Were they admissions?

  1. As discussed, the submission for the applicants was that, in order to prove that Abernethy had committed the alleged offence, the prosecution would first have to establish that he was present on the occasion when Hunter allegedly suffered injury and that he had had physical contact with Hunter.  It followed, according to the argument, that by acknowledging both of those matters in his statement, Abernethy had made representations ‘adverse to [his] interest in the outcome of the proceeding.’  The same argument was made in relation to Hawkins.

  1. Before the trial judge, though not in this Court, reliance was placed on a decision of Kourakis J in the Supreme Court of South Australia in Barry v Police.[11]  That case concerned a record of interview, about which his Honour said the following:

During that interview the appellant made a number of self-serving exculpatory statements, denying certain allegations put to him and claiming that he had acted in self-defence.  However, he also made admissions against his interest;  he accepted that he was at the scene of the incident and that he and [the complainant] had a ‘struggle’ or ‘scuffle’, although those admissions were made in the context of his claims that he was acting in self-defence and that [the complainant] had attacked him.[12]

[11](2009) 197 A Crim R 445; [2009] SASC 295.

[12]Ibid 455 [40] (emphasis added).

  1. In the present case, it was said, Abernethy and Hawkins had made similar ‘admissions against interest’.

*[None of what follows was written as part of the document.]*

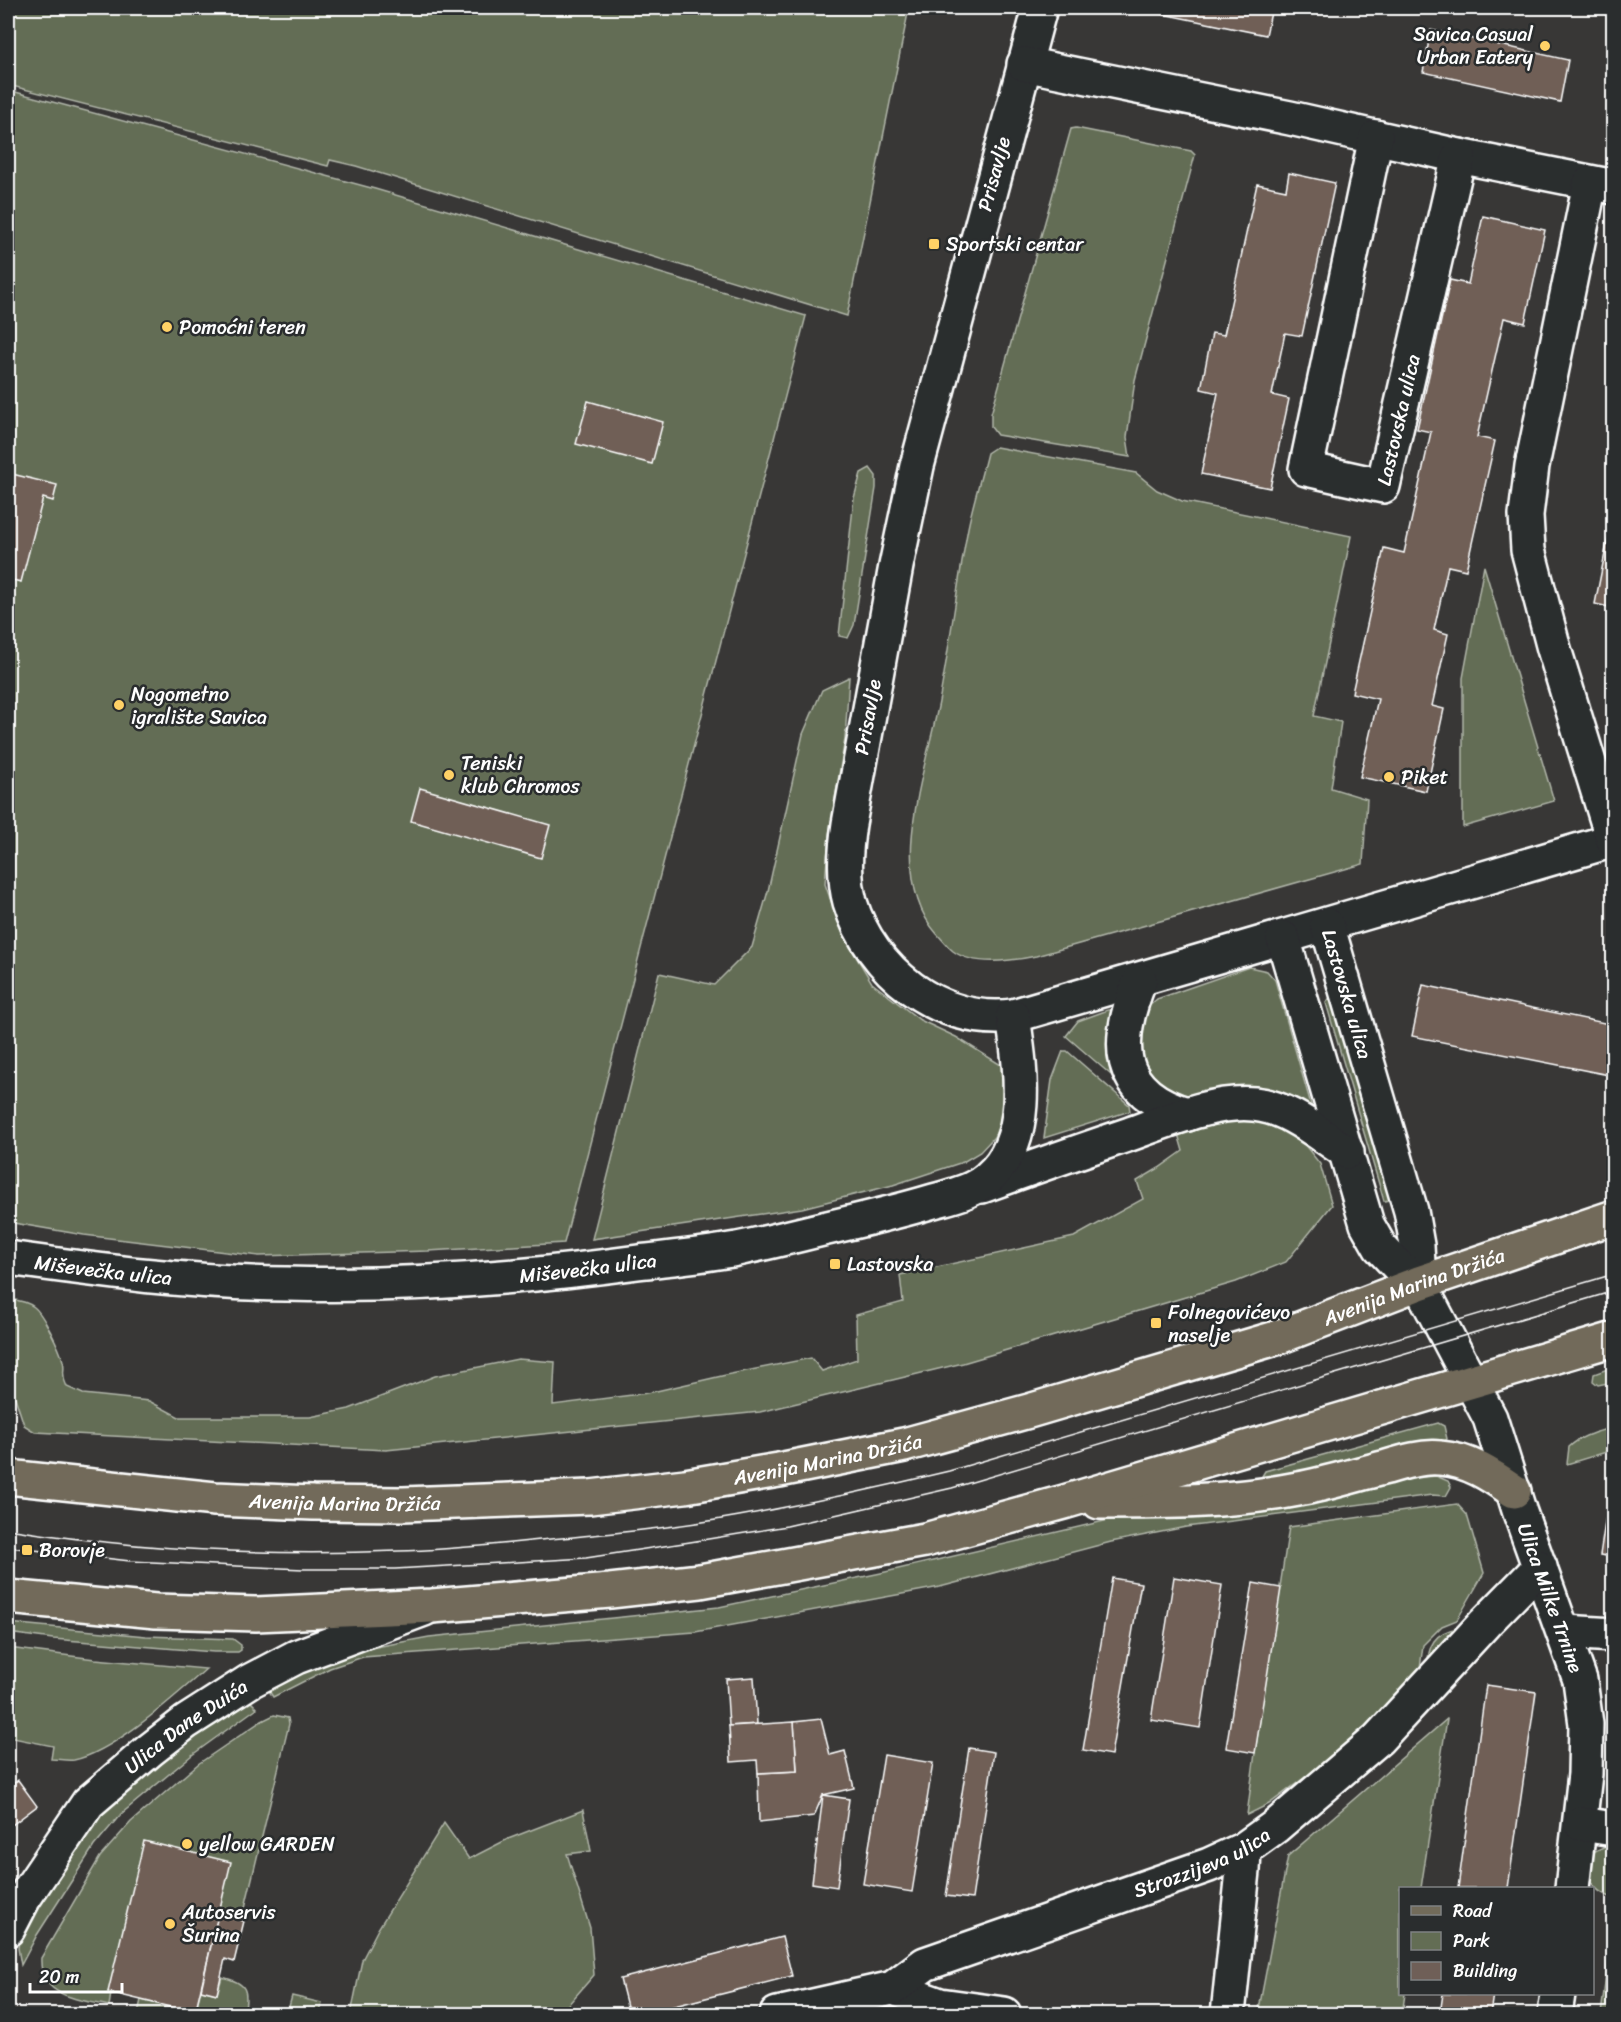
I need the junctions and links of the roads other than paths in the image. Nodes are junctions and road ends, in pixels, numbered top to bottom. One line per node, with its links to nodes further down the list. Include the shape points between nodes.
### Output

  1. What matters for present purposes is the statutory language.  As already noted, a representation will only be an admission if it is made by a person who is or becomes a party to a proceeding and is ‘adverse to the person’s interest in the outcome of the proceeding’.  In our view, the requirement that an admission be made by a party and the highlighted words direct attention to the proceeding in which the question of admissibility arises and, more particularly, to the matters in issue in the proceeding at the point when that question arises.  Counsel for the applicants in this Court properly conceded that this must be so.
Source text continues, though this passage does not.